■ Work item:
Write out the data below exactly as given, without any of its pictures.

■ Task inputs:
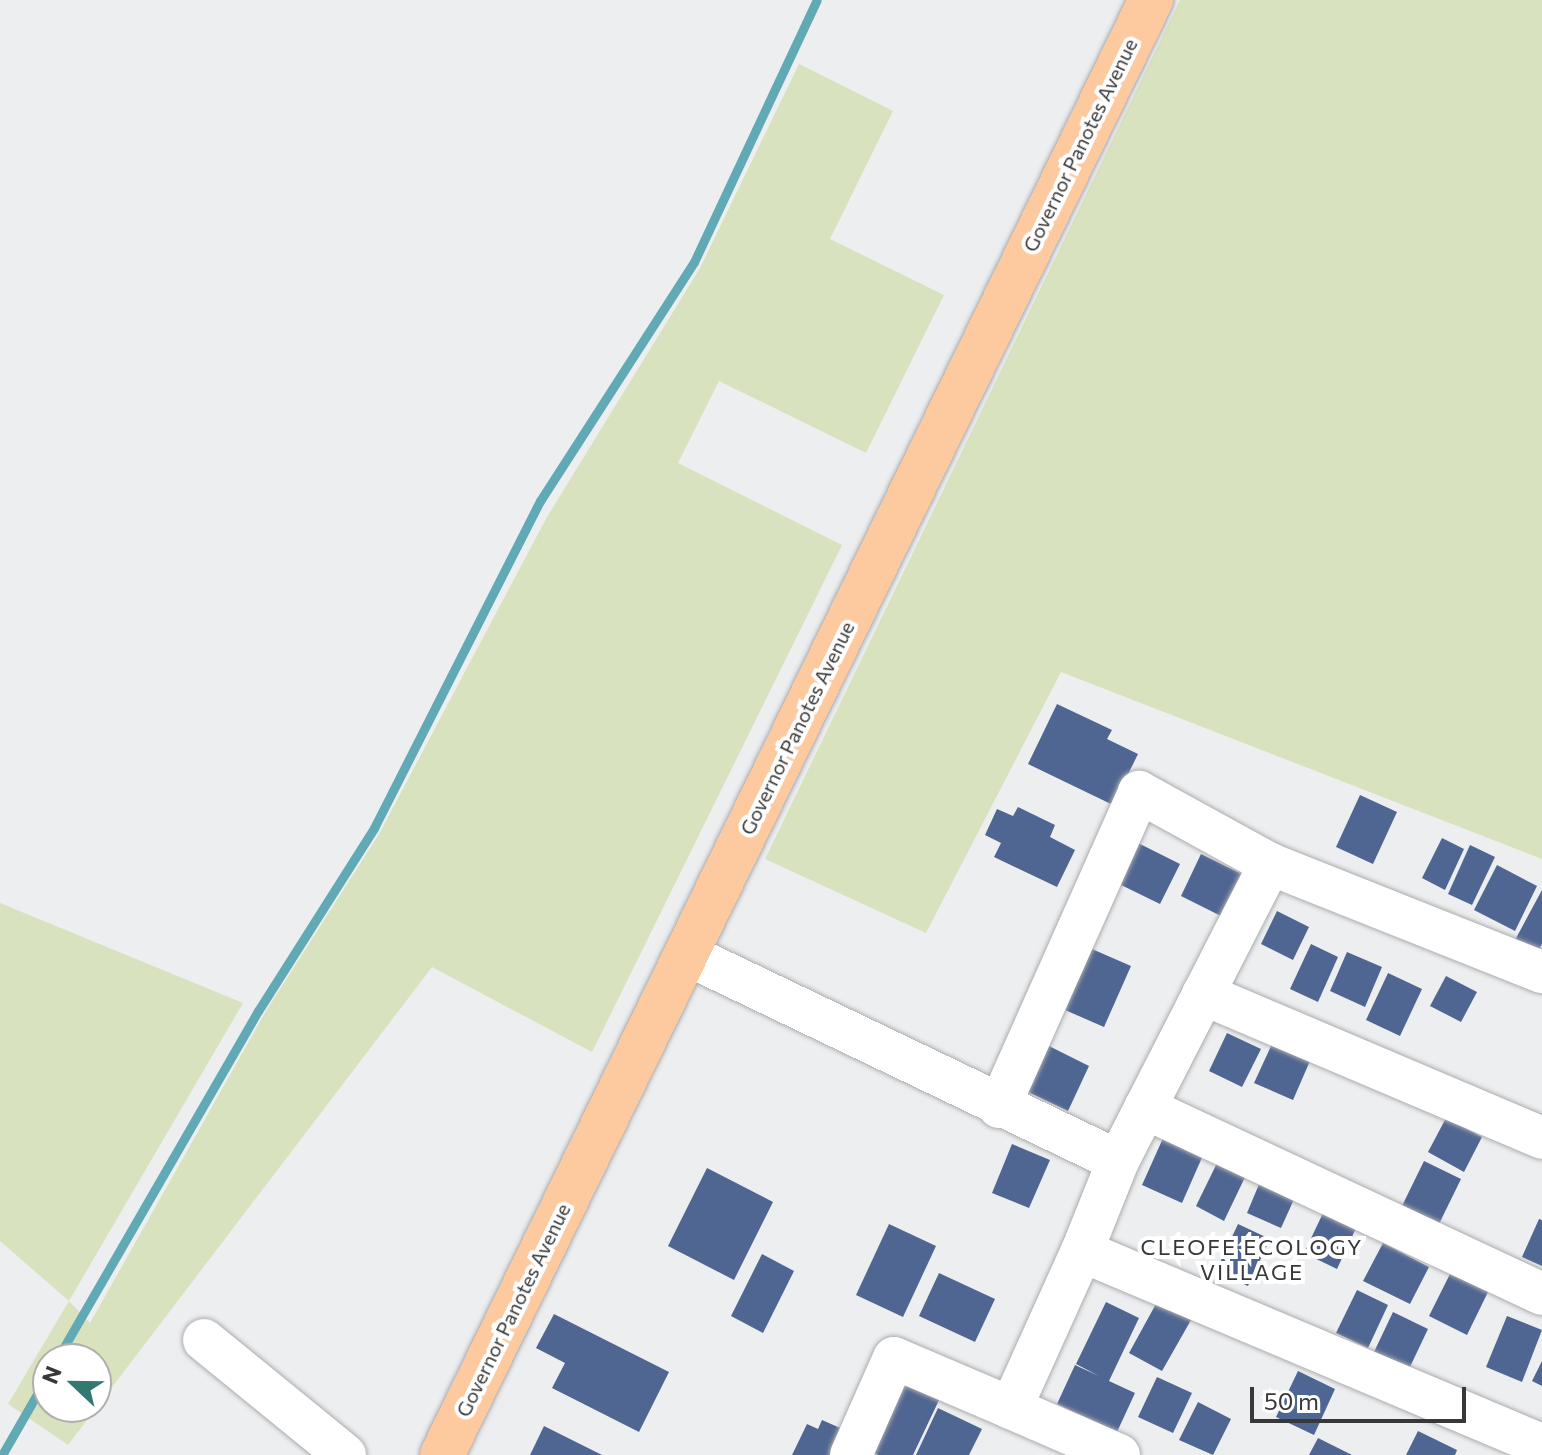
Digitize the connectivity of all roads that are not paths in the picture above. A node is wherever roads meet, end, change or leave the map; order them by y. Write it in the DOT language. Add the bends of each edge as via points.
graph roads {
  1 [pos="1151,0"];
  2 [pos="1270,864"];
  3 [pos="686,954"];
  4 [pos="1542,972"];
  5 [pos="1203,994"];
  6 [pos="999,1107"];
  7 [pos="1145,1108"];
  8 [pos="1542,1138"];
  9 [pos="1118,1161"];
  10 [pos="1082,1251"];
  11 [pos="1542,1294"];
  12 [pos="204,1340"];
  13 [pos="1011,1408"];
  14 [pos="1542,1445"];
  15 [pos="345,1455"];
  16 [pos="442,1455"];
  17 [pos="851,1455"];
  18 [pos="1119,1455"];
  1 -- 3 [label="main road, Governor Panotes Avenue"];
  2 -- 4 [label="street"];
  2 -- 5 [label="street"];
  2 -- 6 [label="street" via="1139,792"];
  3 -- 6 [label="street"];
  3 -- 16 [label="main road, Governor Panotes Avenue"];
  5 -- 7 [label="street"];
  5 -- 8 [label="street"];
  6 -- 9 [label="street"];
  7 -- 9 [label="street"];
  7 -- 11 [label="street"];
  9 -- 10 [label="street"];
  10 -- 13 [label="street"];
  10 -- 14 [label="street"];
  12 -- 15 [label="street"];
  13 -- 17 [label="street" via="894,1358"];
  13 -- 18 [label="street"];
}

■ Expected output:
Digitize the connectivity of all roads that are not paths in the picture above. A node is wherever roads meet, end, change or leave the map; order them by y. Write it in the DOT language. Add the bends of each edge as via points.
graph roads {
  1 [pos="1151,0"];
  2 [pos="1270,864"];
  3 [pos="686,954"];
  4 [pos="1542,972"];
  5 [pos="1203,994"];
  6 [pos="999,1107"];
  7 [pos="1145,1108"];
  8 [pos="1542,1138"];
  9 [pos="1118,1161"];
  10 [pos="1082,1251"];
  11 [pos="1542,1294"];
  12 [pos="204,1340"];
  13 [pos="1011,1408"];
  14 [pos="1542,1445"];
  15 [pos="345,1455"];
  16 [pos="442,1455"];
  17 [pos="851,1455"];
  18 [pos="1119,1455"];
  1 -- 3 [label="main road, Governor Panotes Avenue"];
  2 -- 4 [label="street"];
  2 -- 5 [label="street"];
  2 -- 6 [label="street" via="1139,792"];
  3 -- 6 [label="street"];
  3 -- 16 [label="main road, Governor Panotes Avenue"];
  5 -- 7 [label="street"];
  5 -- 8 [label="street"];
  6 -- 9 [label="street"];
  7 -- 9 [label="street"];
  7 -- 11 [label="street"];
  9 -- 10 [label="street"];
  10 -- 13 [label="street"];
  10 -- 14 [label="street"];
  12 -- 15 [label="street"];
  13 -- 17 [label="street" via="894,1358"];
  13 -- 18 [label="street"];
}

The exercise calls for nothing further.